Could that be true? Or at least, more true than it wasn’t?
It would be consistent with the other deal I’d worked out with a faerie—my godmother, Lea, had made a bargain to give me the power to defeat my old mentor, Justin DuMorne. Then she’d tortured me for a while, assuring me that it would give me strength. It did, though mostly, in retrospect, because I had believed it had.
Had I been magic-feathered by a faerie again?
And yet . . . at the end of the day, I could lift a freaking car.
Sure you can, Harry. But at what price?
No wonder the Winter Knights stayed in the job until they died. If Butters was right, they would have been plunged into the crippling agony of their battered bodies the moment the mantle was taken from them.

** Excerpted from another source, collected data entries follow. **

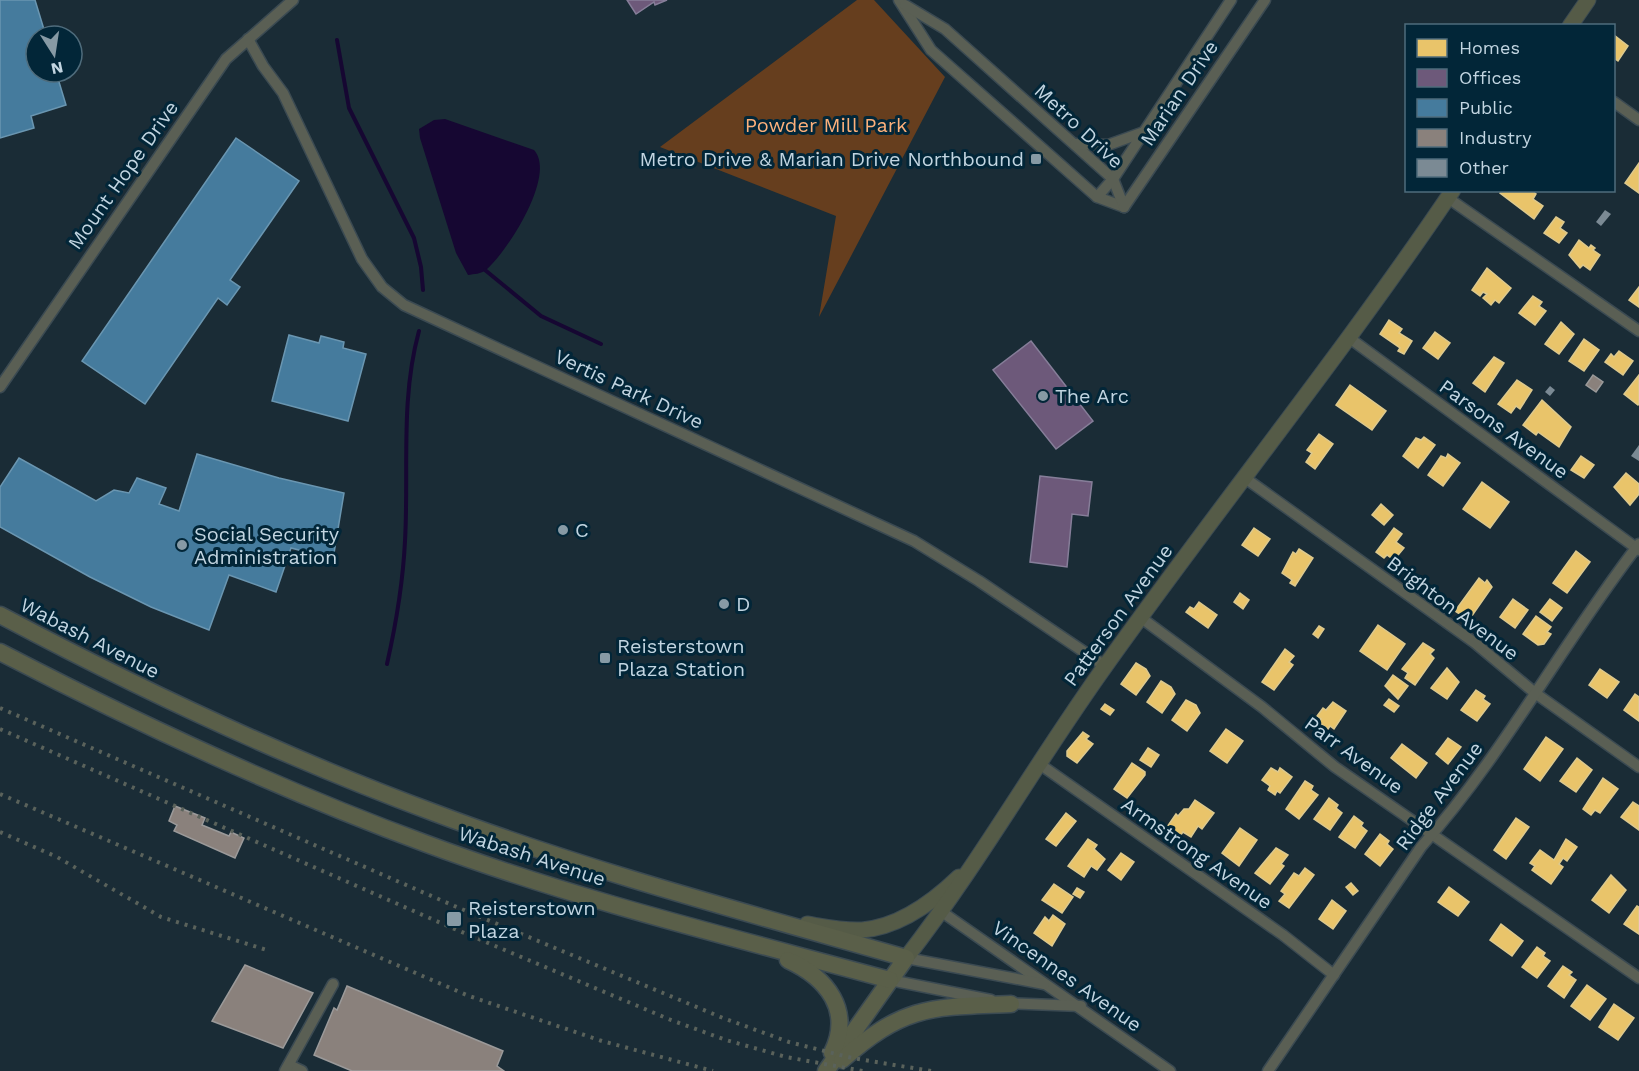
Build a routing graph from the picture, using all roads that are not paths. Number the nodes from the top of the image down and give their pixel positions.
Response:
1 (293, 0) edge
2 (1232, 0) edge
3 (1265, 0) edge
4 (1588, 0) edge
5 (901, 2) edge
6 (1571, 24) edge
7 (248, 39) junction
8 (1615, 103) edge
9 (1639, 120) edge
10 (1144, 132) junction
11 (1075, 144) junction
12 (1113, 179) junction
13 (1450, 194) edge
14 (1097, 197) junction
15 (1124, 207) junction
16 (1639, 330) edge
17 (1348, 337) junction
18 (0, 387) edge
19 (1245, 478) junction
20 (1638, 547) edge
21 (0, 615) edge
22 (1140, 617) junction
23 (0, 652) edge
24 (1106, 666) junction
25 (1535, 693) junction
26 (1038, 763) junction
27 (1639, 767) edge
28 (1434, 833) junction
29 (981, 856) junction
30 (942, 912) junction
31 (747, 914) junction
32 (743, 940) junction
33 (906, 958) junction
34 (1334, 975) junction
35 (1639, 978) edge
36 (890, 980) junction
37 (333, 984) dead end
38 (1050, 985) junction
39 (1011, 1004) junction
40 (1081, 1006) junction
41 (287, 1068) edge
42 (302, 1071) edge
43 (826, 1071) edge
44 (1170, 1071) edge
45 (1268, 1071) edge

1 - 7 street, Mount Hope Drive
2 - 10 street, Marian Drive
3 - 15 street, Marian Drive
4 - 6 main road
5 - 11 street, Metro Drive
5 - 14 street, Metro Drive
7 - 18 street, Mount Hope Drive
7 - 24 street, Vertis Park Drive
8 - 9 street
10 - 11 street, Marian Drive
10 - 12 street, Marian Drive
11 - 12 street, Metro Drive
12 - 14 street, Marian Drive
12 - 15 street, Metro Drive
13 - 16 street
13 - 17 main road, Patterson Avenue
14 - 15 street, Metro Drive
17 - 19 main road, Patterson Avenue
17 - 20 street, Parsons Avenue
19 - 22 main road, Patterson Avenue
19 - 25 street, Brighton Avenue
20 - 25 street, Ridge Avenue
21 - 31 main road, Wabash Avenue
22 - 24 main road, Patterson Avenue
22 - 28 street, Parr Avenue
23 - 32 main road, Wabash Avenue
24 - 26 main road, Patterson Avenue
25 - 27 street, Brighton Avenue
25 - 28 street, Ridge Avenue
26 - 29 main road, Patterson Avenue
26 - 34 street, Armstrong Avenue
28 - 34 street, Ridge Avenue
28 - 35 street, Parr Avenue
29 - 30 main road, Patterson Avenue
29 - 31 main road
30 - 33 main road, Patterson Avenue
30 - 38 street, Vincennes Avenue
31 - 33 main road, Wabash Avenue
32 - 36 main road, Wabash Avenue
32 - 43 main road
33 - 36 main road, Patterson Avenue
33 - 38 street, Wabash Avenue
34 - 45 street, Ridge Avenue
36 - 39 street, Wabash Avenue
36 - 43 main road, Patterson Avenue
37 - 41 street
38 - 40 street, Vincennes Avenue
39 - 40 street, Wabash Avenue
39 - 43 main road
40 - 44 street, Vincennes Avenue
41 - 42 street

Sort of the same way I had just been rendered into agonized Jell-O when the Genoskwa had shoved a nail into me.
“I worry,” Butters said quietly, “that he’s changing. That he doesn’t know it.”
“Look who’s talking,” Karrin said. “Batman.”
“That was one time,” Butters said.
Karrin didn’t say anything.
“All right.” Butters relented. “A few times. But it wasn’t enough to keep those kids from being carried off.”
“You pulled some of them out, Waldo,” Karrin said. “Believe me, that’s a win. Most of the time, you can’t even do that much. But you’re missing my point.”
“What point?”
“Ever since you’ve had the skull, you’ve been changing, too,” Karrin said. “You work hand in hand with a supernatural being that can scare the crap out of me. You can do things you couldn’t do before. You know things you didn’t know before. Your personality has changed.”
There was a pause. “It has?”
“You’re more serious,” she said. “More . . . intense, I suppose.”
“Yeah. Now that I know more about what’s really happening out there. It’s not something influencing me.”
“Unless it is and you just don’t know it,” Karrin said. “I’ve got the same evidence on you that you have on Dresden.”